Task description: Copy each line from the entries that the word "roads" appears in.

Data provided:
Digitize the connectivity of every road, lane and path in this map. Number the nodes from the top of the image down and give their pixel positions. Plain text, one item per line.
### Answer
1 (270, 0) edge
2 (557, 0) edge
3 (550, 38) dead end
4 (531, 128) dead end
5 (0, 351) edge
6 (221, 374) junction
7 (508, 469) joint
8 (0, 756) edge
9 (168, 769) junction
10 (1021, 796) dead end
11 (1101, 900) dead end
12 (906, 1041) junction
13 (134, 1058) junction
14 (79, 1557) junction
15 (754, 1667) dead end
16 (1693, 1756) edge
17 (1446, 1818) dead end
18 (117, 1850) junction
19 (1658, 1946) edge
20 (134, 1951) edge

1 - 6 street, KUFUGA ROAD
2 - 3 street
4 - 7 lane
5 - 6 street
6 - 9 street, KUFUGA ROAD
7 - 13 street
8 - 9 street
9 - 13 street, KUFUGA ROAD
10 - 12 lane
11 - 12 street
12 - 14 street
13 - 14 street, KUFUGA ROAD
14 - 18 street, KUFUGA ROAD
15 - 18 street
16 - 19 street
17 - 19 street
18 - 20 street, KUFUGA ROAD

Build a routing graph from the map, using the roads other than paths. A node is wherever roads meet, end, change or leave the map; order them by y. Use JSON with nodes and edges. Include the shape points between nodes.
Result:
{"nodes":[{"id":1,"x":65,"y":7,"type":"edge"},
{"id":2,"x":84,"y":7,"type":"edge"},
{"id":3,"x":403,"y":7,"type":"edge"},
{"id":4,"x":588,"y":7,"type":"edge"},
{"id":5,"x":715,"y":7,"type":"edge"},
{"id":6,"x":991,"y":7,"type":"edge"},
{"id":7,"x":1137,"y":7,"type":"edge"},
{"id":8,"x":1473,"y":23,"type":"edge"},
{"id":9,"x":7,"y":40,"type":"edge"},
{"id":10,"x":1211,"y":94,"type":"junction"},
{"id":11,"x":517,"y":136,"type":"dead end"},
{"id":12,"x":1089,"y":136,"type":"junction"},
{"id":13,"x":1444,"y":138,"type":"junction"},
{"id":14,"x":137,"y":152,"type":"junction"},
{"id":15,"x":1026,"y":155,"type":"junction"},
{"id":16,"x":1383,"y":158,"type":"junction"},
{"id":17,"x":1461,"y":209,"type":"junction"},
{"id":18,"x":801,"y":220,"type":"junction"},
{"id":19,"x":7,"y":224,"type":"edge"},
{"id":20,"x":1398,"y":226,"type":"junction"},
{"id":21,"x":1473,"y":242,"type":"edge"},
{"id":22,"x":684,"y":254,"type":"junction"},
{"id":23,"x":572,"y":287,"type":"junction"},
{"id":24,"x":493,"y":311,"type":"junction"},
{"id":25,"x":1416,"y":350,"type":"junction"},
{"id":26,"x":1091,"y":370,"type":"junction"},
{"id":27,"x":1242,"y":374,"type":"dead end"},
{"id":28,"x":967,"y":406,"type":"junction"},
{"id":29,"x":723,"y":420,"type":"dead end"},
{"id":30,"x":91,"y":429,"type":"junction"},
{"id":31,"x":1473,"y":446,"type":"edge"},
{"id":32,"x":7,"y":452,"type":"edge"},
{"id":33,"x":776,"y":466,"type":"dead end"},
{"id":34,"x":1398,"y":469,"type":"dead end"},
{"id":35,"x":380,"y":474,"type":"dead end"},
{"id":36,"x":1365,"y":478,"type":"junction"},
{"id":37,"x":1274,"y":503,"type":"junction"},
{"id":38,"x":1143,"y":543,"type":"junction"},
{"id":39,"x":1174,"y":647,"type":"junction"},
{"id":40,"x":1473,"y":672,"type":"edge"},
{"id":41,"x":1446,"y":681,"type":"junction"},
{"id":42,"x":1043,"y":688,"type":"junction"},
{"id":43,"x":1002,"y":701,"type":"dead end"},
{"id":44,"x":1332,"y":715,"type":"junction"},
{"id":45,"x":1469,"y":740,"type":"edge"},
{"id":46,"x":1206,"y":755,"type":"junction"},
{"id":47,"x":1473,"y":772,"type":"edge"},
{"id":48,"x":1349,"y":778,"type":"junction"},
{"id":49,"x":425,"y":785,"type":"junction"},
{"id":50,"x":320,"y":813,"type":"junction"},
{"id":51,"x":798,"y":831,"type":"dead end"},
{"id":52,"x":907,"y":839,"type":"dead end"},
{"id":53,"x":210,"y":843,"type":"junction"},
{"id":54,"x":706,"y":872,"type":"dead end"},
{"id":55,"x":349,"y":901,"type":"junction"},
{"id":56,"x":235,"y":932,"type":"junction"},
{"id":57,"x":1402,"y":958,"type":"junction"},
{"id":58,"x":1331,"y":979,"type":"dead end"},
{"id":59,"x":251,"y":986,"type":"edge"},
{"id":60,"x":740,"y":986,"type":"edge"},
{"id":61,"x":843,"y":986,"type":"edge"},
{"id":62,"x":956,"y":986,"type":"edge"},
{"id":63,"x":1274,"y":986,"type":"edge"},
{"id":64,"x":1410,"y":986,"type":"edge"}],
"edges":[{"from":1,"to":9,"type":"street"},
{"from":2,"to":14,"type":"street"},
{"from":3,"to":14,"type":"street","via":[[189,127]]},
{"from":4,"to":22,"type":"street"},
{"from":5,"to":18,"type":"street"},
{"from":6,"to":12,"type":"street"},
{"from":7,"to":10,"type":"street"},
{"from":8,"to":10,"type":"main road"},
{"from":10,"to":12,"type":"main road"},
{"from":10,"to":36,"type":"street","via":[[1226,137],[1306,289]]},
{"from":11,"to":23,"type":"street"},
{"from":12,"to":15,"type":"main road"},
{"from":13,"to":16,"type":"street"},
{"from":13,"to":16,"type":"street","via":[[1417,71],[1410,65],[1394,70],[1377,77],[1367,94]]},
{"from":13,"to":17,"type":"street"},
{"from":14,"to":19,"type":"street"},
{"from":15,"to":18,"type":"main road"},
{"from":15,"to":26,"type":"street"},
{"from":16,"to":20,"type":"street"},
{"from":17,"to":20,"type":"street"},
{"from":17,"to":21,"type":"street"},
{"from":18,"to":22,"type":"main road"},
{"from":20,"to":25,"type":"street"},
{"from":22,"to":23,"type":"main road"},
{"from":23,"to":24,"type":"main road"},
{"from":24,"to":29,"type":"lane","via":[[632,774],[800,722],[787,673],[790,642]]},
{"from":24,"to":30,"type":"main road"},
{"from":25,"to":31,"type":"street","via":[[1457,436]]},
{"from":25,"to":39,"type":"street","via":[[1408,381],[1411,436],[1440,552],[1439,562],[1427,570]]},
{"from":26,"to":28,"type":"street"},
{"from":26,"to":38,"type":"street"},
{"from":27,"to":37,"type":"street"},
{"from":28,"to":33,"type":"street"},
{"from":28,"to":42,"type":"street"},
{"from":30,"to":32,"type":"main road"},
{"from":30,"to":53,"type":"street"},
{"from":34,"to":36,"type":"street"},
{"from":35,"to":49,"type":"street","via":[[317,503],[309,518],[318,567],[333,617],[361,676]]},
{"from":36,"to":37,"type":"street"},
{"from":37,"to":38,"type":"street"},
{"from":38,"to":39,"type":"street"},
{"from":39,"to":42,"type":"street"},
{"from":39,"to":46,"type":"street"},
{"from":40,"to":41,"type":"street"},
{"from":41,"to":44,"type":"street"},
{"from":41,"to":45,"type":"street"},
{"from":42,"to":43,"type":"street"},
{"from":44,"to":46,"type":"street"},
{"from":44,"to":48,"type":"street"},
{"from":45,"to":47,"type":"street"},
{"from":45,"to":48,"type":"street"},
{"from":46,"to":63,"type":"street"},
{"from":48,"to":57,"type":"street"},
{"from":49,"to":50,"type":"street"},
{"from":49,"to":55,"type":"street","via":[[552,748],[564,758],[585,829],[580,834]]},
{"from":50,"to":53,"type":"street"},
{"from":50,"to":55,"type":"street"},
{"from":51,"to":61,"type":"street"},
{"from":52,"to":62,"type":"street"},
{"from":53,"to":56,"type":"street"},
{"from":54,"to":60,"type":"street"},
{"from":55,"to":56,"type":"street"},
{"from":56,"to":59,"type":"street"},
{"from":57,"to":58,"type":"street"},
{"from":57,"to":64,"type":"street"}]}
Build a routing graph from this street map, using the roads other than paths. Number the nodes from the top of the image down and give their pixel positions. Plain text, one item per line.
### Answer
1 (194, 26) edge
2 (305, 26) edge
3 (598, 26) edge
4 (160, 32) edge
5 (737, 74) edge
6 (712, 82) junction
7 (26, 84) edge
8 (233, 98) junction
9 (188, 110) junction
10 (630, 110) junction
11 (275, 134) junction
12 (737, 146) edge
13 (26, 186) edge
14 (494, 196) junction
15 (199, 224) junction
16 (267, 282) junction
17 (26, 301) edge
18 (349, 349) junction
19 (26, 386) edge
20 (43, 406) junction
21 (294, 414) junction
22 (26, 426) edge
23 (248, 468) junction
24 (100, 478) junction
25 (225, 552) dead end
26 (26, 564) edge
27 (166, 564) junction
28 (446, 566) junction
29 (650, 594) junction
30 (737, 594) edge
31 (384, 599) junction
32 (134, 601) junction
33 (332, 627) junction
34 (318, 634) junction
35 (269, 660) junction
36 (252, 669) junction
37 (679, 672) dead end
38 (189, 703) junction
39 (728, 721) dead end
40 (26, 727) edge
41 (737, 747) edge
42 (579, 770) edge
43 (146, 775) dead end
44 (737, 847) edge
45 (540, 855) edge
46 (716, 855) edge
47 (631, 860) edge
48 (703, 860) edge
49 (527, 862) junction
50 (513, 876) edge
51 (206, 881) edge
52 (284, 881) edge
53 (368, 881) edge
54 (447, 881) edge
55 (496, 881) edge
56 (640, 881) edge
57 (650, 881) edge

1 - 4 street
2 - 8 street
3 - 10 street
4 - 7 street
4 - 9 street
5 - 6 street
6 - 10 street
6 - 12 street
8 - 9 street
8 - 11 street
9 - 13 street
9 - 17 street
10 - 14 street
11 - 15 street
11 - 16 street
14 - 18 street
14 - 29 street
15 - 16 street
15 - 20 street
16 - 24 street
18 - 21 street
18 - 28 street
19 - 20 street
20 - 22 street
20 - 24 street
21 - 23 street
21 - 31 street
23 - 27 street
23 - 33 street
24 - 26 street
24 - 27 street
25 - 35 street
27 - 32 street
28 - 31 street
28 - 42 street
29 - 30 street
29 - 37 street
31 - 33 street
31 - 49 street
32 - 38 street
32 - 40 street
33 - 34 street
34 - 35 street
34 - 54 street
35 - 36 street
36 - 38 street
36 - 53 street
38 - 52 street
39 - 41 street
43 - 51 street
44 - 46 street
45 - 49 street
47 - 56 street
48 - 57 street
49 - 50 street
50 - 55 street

Solution to the problem:
Build a routing graph from the map, using the roads other than paths. A node is wherever roads meet, end, change or leave the map; order them by y. Use JSON with nodes and edges. Include the shape points between nodes.
Build a routing graph from this street map, using the roads other than paths. Number the nodes from the top of the image down and give their pixel positions. Plain text, one item per line.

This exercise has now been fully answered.